Atlantis Rising

Suppose we're playing a supers game. I offer you a pregen character. The character has mid level super strength (not god like but good enough to bend steel, rip through a fortress wall with time etc.), limited invulnerability (bullets sting, a tank gun is still gonna kill you),  the ability to travel at over one hundred miles per hour, and finally limited telepathy. Wait there's more. You have access to the technology of an ancient civilization and its resources in a pinch.

You're Aquaman.

You need periodic immersion in water (in the old days every hour, nowadays a few hours or days depending on humidity.) Telepathy is mainly the control and communication with marine life. Travel is swimming. So you have fairly rapid travel over 71% of the Earth. The ancient civilization is Atlantis of course several centuries beyond our technology and with some elements of magic.

Water breathing supers are something of a joke in role playing games and comic books. Mostly due to 1) limitations on dry land, air, and space and 2) suffering by comparison. When Arizona is attacked by giant toxic space gerbils, face it, the water breather will get monitor duty. When your other team  members can move small moons, run backwards in time or are the world's greatest sleuth commanding a bunch of sharks is no big deal. Especially in Arizona.
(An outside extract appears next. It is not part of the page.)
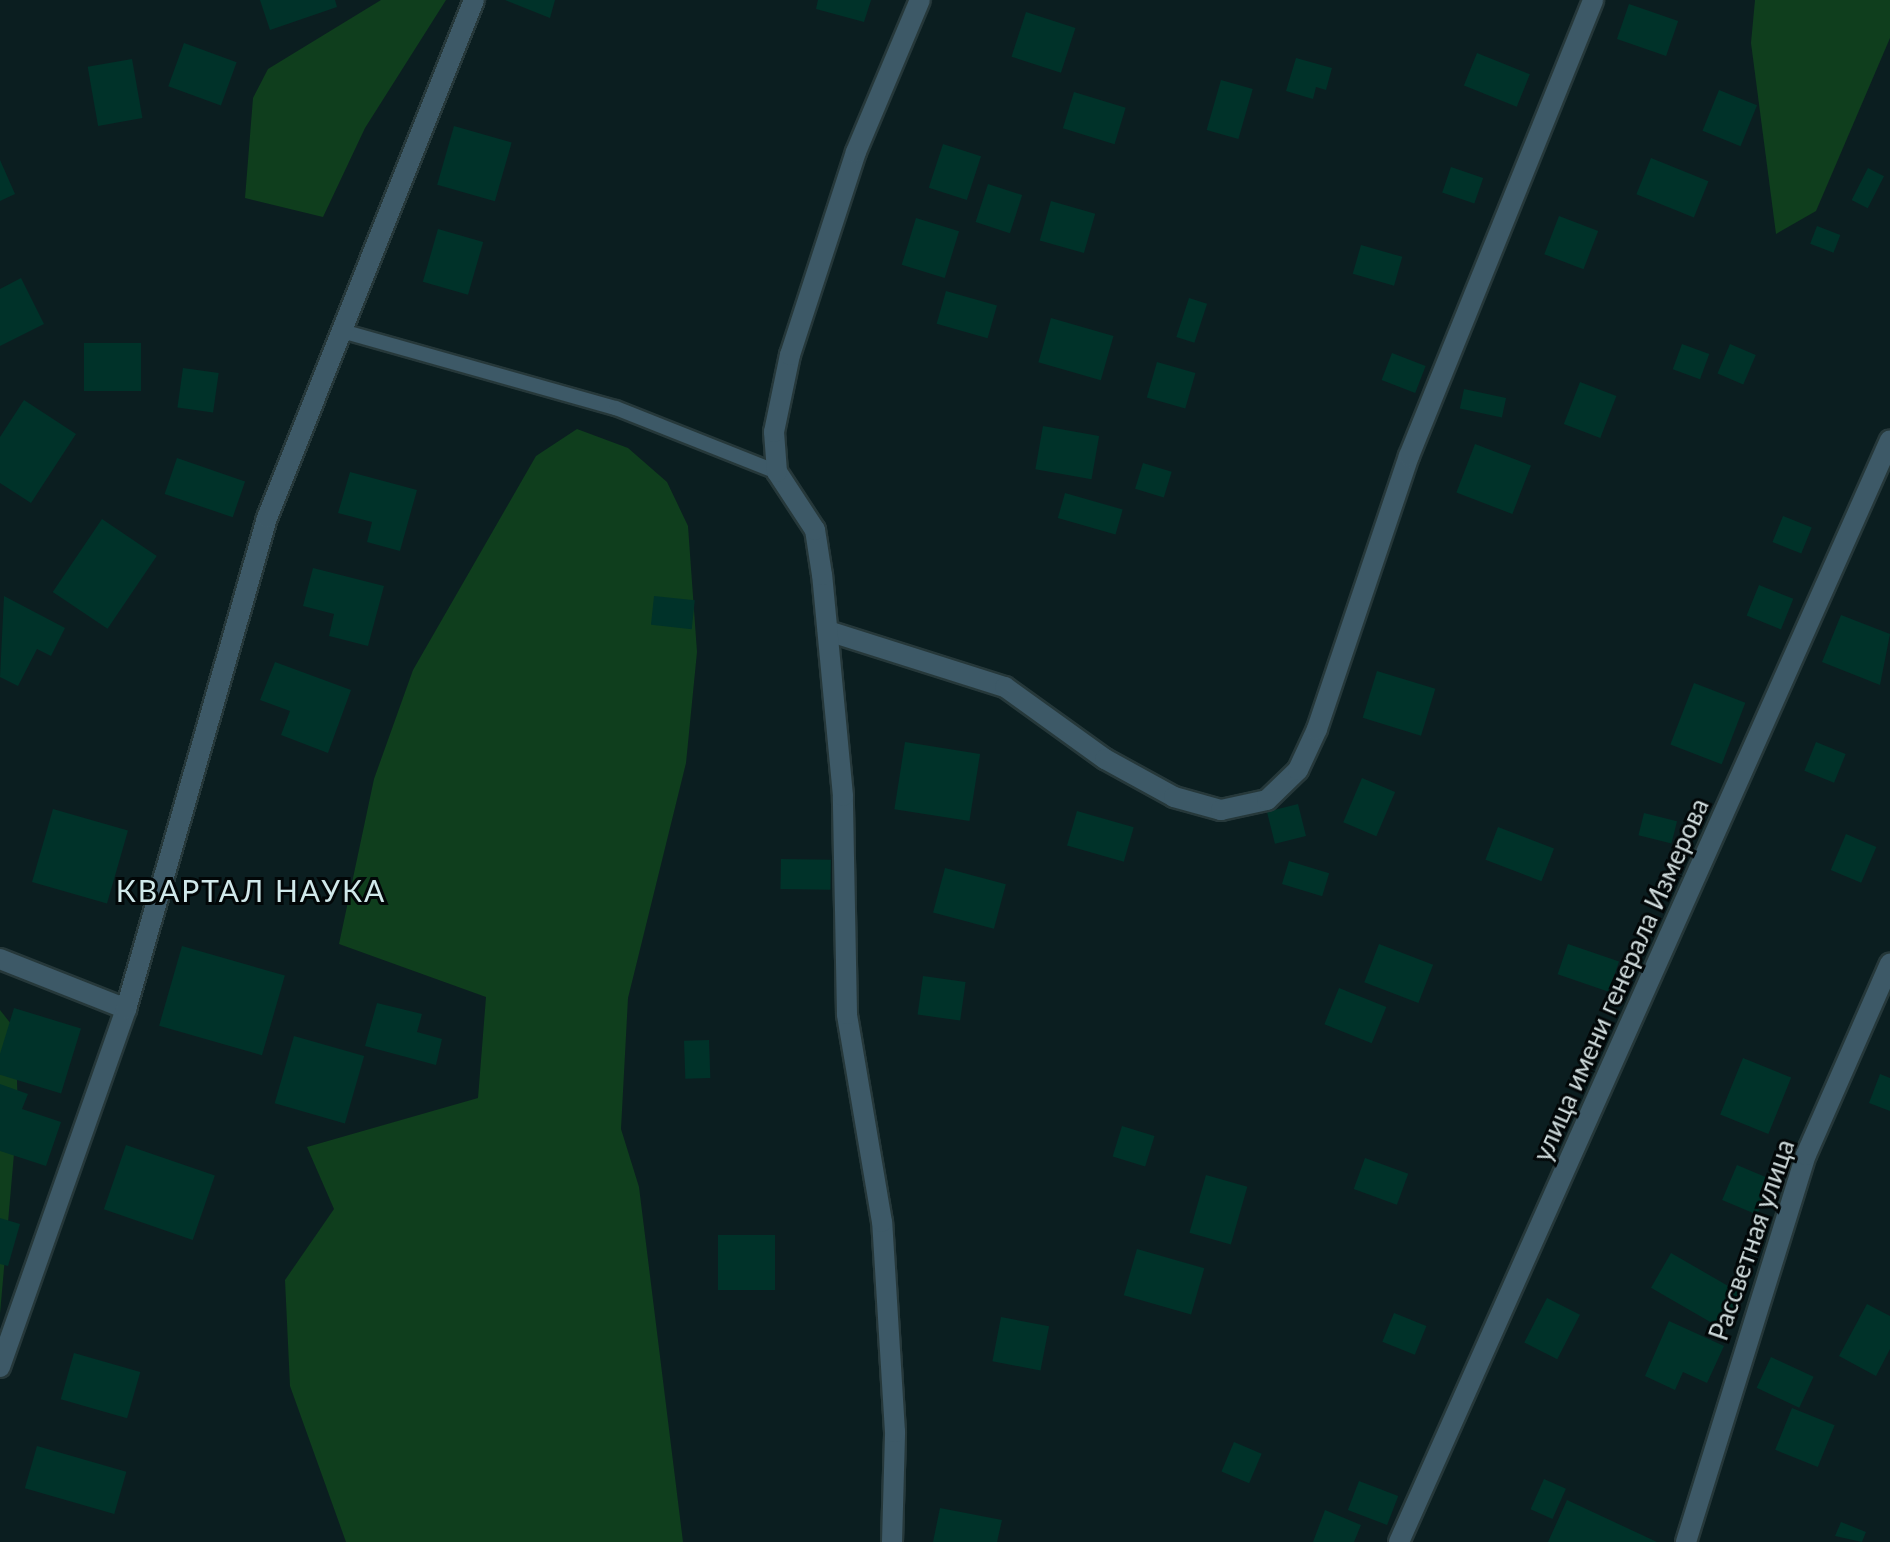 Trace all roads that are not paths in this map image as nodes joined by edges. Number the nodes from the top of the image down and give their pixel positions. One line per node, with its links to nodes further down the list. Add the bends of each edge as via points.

Suffering by comparison is a non-issue. Plenty of members in super teams fall way below the power levels of their big guns. You might have a demigod rubbing shoulders with a martial artist and a guy who can change colors or walk through walls (But not while changing colors … that's the catch.)

As for the limits out of water, why not create a team of water breathers? Everyone is a super hero of the undersea realms. Yes realms. Why have your water people be one type? Surface dwellers have diversified over thousands of years and they live on a piddling 12% or less of the Earth's surface (most of it near the oceans.) That's good enough for comic book style evolution!

Consider that a human with scuba gear can descend 40 meters and conventional submarines have a maximum depth of 500 meters. Most of the sea floor is at least a mile down and out of the reach of humans directly. More people have been to the Moon than the Marianas Trench. There's plenty of room to set up adventures in the unknown oceans.